Appreciating the Precious Particularity

{continued from Jan 12, 2013}

PresenceWhen we practice the presence of God as Brother Lawrence advises, what are we called to be present to? Well, to everything and to everyone. I should say to each thing and to each one in its own unique, precious particularity. The poet David Ignatow describes the importance of this capacity to be present to the particular and the immediate in his poem, “Each Stone.”

Each stone its shape
each shape its weight
each weight its value
in my garden as I dig them up
for Spring planting,
and I say, lifting one at a time,
There is joy here
in being able to handle
so many meaningful
differences.

To understand contemplation as “a long, loving look at the real,” to borrow William McNamara’s definition, is to suggest that before experiencing things as allusions to the divine, we must first simply experience and appreciate them as they are. This is why Pablo Neruda wrote odes to his socks and to the lemon and to a chestnut on the ground as well as to sadness.
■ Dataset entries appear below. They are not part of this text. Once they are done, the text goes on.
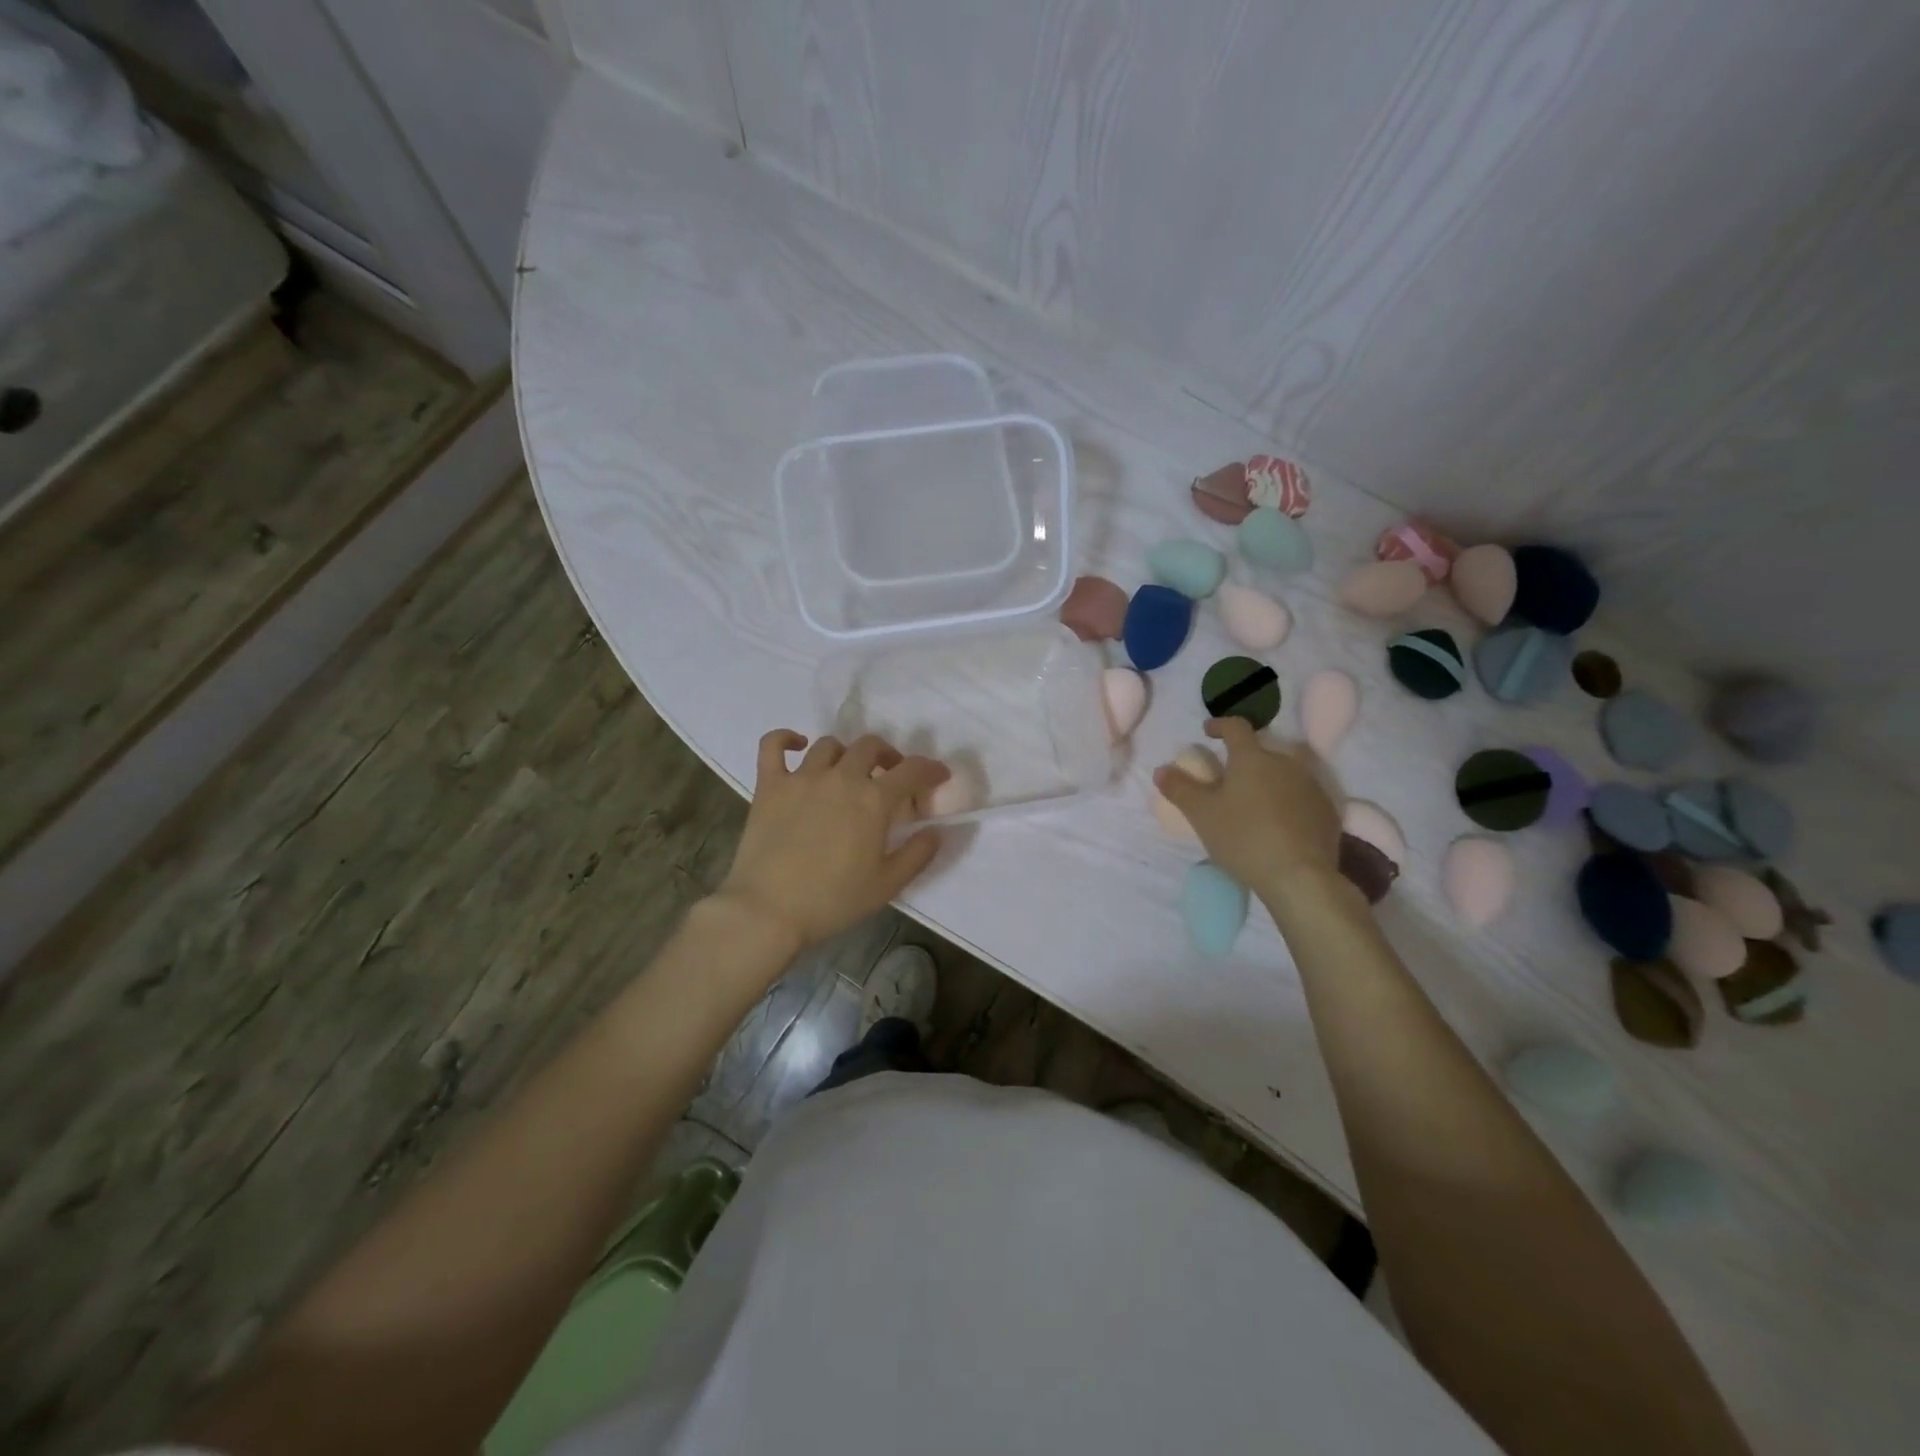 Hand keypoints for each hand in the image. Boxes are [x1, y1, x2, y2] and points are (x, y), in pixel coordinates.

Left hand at [716, 730, 947, 949]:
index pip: (912, 770)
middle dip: (888, 756)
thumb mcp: (886, 885)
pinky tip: (797, 745)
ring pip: (829, 745)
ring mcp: (802, 777)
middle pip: (871, 746)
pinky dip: (786, 738)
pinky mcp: (770, 785)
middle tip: (890, 775)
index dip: (931, 769)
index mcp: (873, 800)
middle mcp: (841, 778)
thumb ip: (917, 854)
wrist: (768, 911)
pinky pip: (773, 745)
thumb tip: (935, 830)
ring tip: (847, 771)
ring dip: (846, 753)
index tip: (938, 775)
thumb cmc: (832, 901)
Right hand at [1153, 718, 1341, 897]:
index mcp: (1252, 758)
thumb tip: (1161, 769)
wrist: (1299, 876)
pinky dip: (1288, 802)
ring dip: (1269, 781)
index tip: (1208, 731)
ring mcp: (1311, 786)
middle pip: (1263, 752)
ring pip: (1285, 774)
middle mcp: (1286, 763)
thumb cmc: (1243, 837)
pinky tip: (1280, 824)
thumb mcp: (1201, 814)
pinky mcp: (1328, 811)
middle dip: (1245, 760)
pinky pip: (1303, 797)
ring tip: (1254, 803)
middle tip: (1229, 779)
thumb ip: (1180, 788)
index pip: (1236, 727)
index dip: (1220, 725) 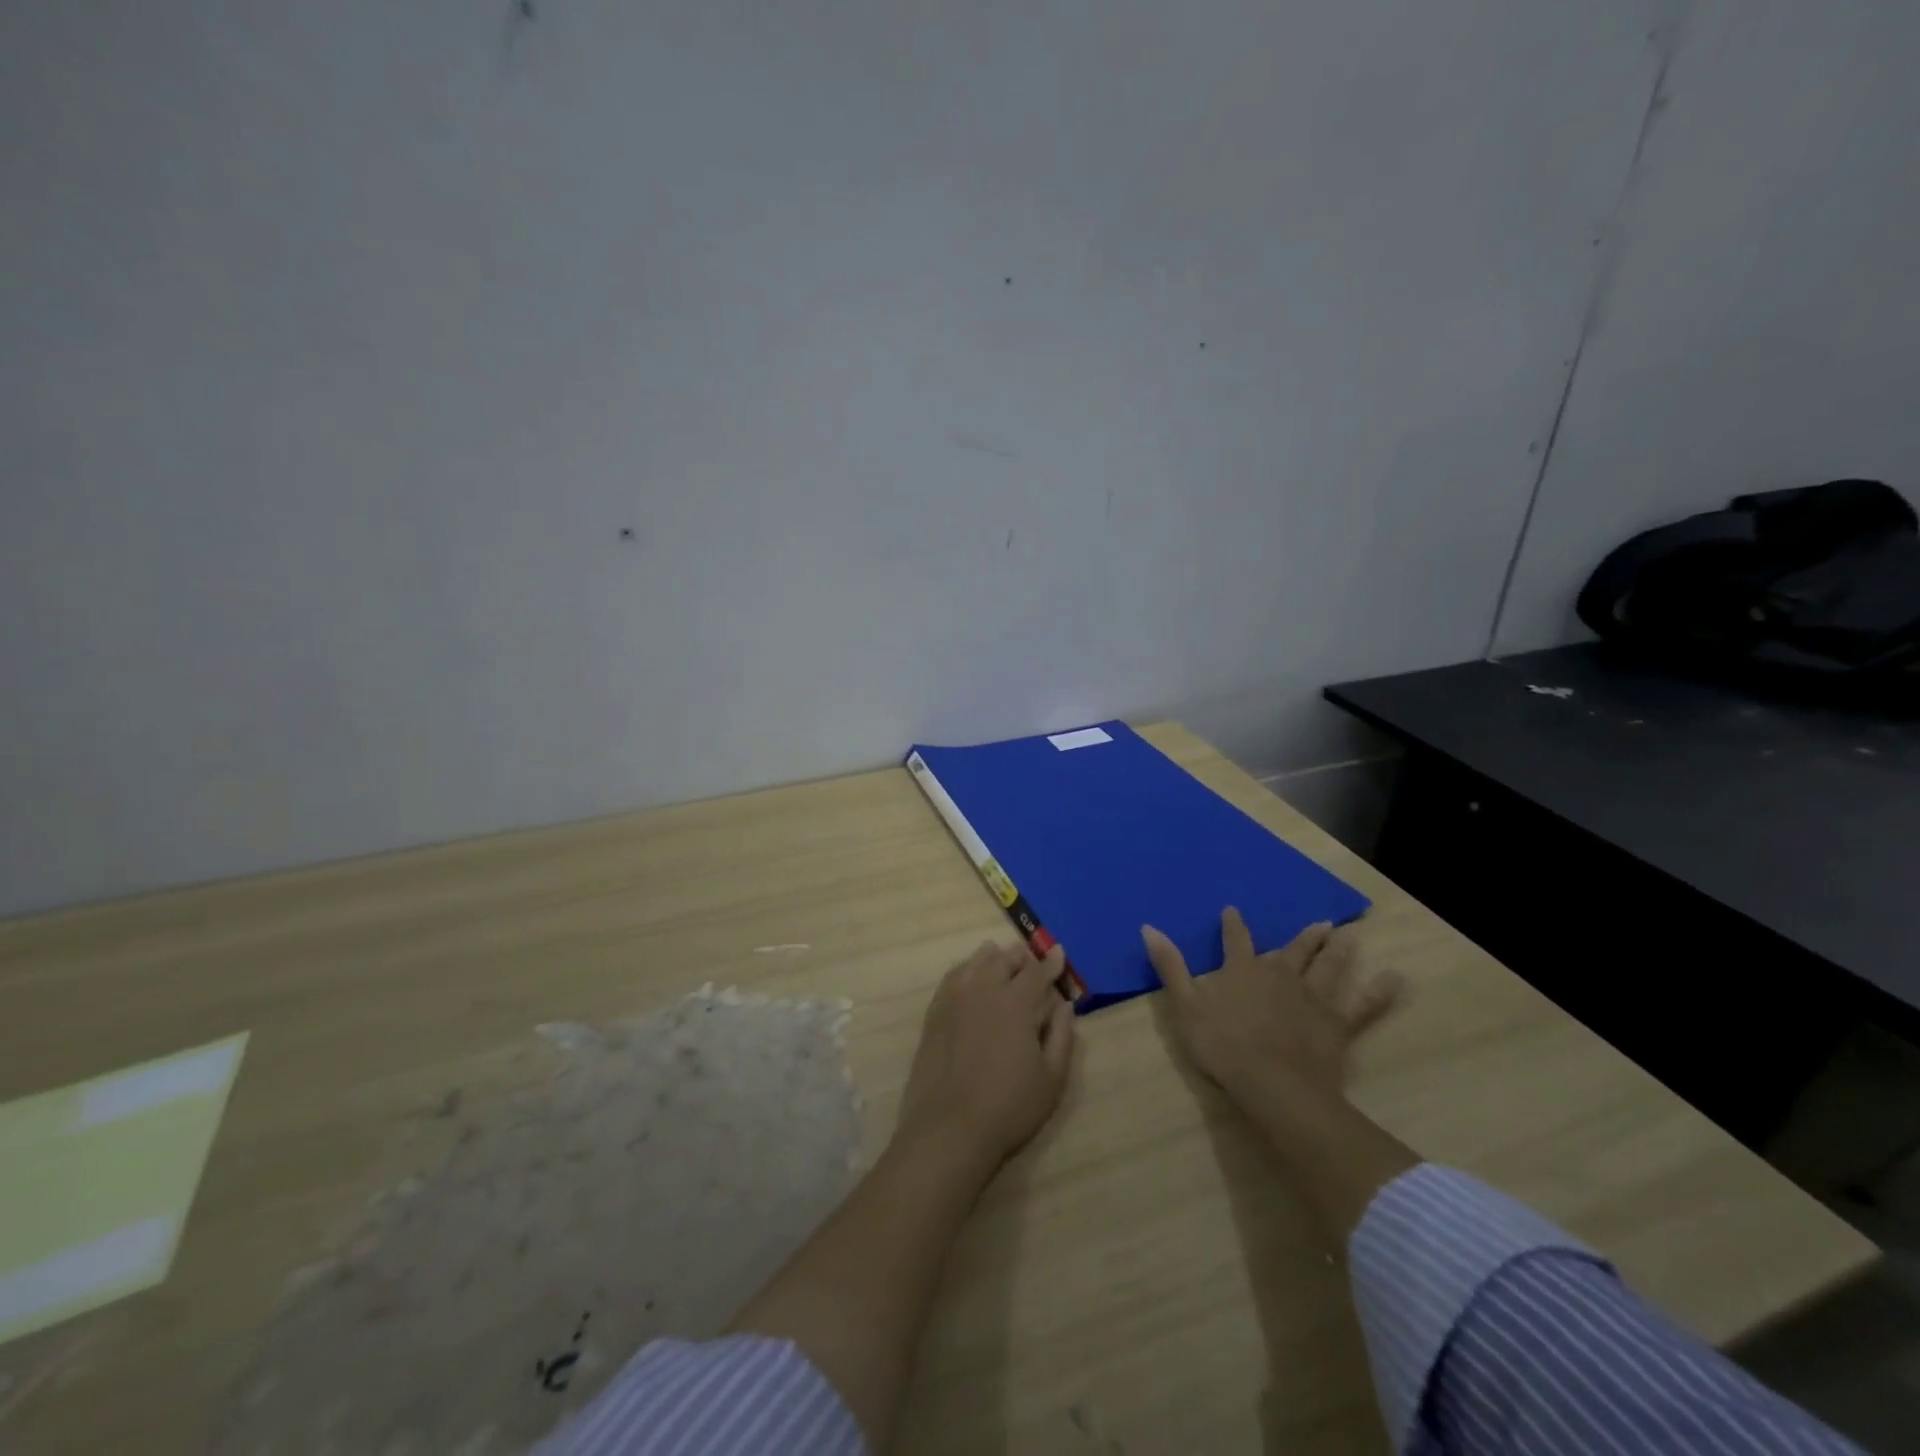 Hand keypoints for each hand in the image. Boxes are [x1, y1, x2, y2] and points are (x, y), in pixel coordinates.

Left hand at [897, 941, 1076, 1170]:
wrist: (949, 1127)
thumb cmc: (1009, 1106)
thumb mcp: (1051, 1078)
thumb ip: (1062, 1035)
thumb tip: (1064, 1004)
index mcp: (1017, 1003)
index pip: (1038, 972)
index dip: (1051, 962)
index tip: (1059, 952)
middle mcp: (985, 990)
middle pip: (1005, 960)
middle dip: (1022, 957)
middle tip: (1031, 958)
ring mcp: (956, 998)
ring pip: (977, 962)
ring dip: (993, 957)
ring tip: (1000, 956)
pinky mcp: (935, 1011)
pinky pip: (953, 976)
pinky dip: (966, 968)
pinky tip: (969, 973)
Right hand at [1143, 910, 1401, 1113]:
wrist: (1274, 1085)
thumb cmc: (1223, 1046)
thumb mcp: (1185, 1006)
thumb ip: (1169, 966)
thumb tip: (1149, 927)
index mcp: (1242, 971)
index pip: (1236, 940)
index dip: (1234, 925)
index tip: (1233, 910)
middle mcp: (1280, 975)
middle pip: (1294, 950)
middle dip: (1305, 937)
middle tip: (1322, 923)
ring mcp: (1312, 998)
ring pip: (1328, 968)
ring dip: (1338, 951)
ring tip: (1349, 936)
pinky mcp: (1337, 1024)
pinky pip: (1363, 1006)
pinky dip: (1379, 992)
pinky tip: (1395, 979) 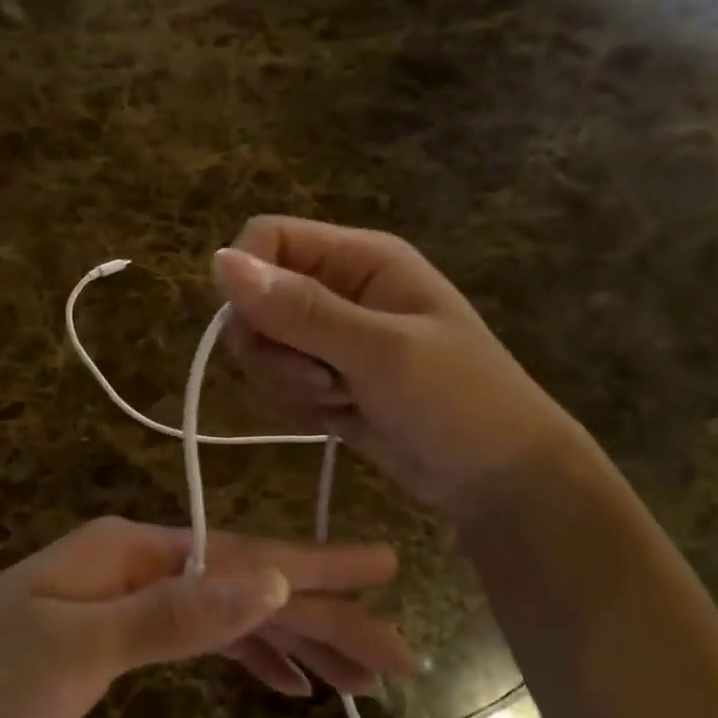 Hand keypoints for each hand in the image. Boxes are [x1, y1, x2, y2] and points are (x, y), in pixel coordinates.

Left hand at [0, 517, 410, 717]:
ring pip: (233, 612)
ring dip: (293, 640)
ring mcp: (136, 596)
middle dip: (320, 616)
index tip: (385, 567)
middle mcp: (145, 561)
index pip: (245, 557)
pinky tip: (287, 681)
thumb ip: (175, 613)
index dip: (316, 567)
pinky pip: (204, 635)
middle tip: (392, 655)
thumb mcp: (79, 645)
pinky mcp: (126, 632)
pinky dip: (248, 655)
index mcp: (137, 548)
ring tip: (357, 677)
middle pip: (248, 585)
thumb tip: (268, 579)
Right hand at [212, 216, 579, 516]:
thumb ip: (301, 309)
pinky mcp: (322, 380)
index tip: (263, 333)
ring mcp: (328, 339)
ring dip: (289, 384)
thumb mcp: (381, 351)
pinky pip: (276, 385)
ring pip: (260, 349)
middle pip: (253, 301)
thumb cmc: (458, 400)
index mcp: (359, 259)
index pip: (267, 239)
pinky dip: (298, 407)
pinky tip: (341, 418)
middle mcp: (337, 290)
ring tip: (345, 400)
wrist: (497, 478)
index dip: (249, 282)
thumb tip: (219, 261)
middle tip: (322, 379)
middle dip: (274, 350)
This is why the poet William Carlos Williams maintains that

so much depends
upon
a red wheel
barrow
glazed with rain
water
beside the white
chickens.

Because chickens and rain water and socks and sadness, as well as God, are real. To the contemplative, as well as to the poet, nothing is incidental. It is after this that the practice of beholding, appreciating, and being moved by “so many meaningful differences” —a memory or a birdsong or a stranger’s sad eyes— becomes indirectly a way of being present to God, for all things are held within the being and presence of God.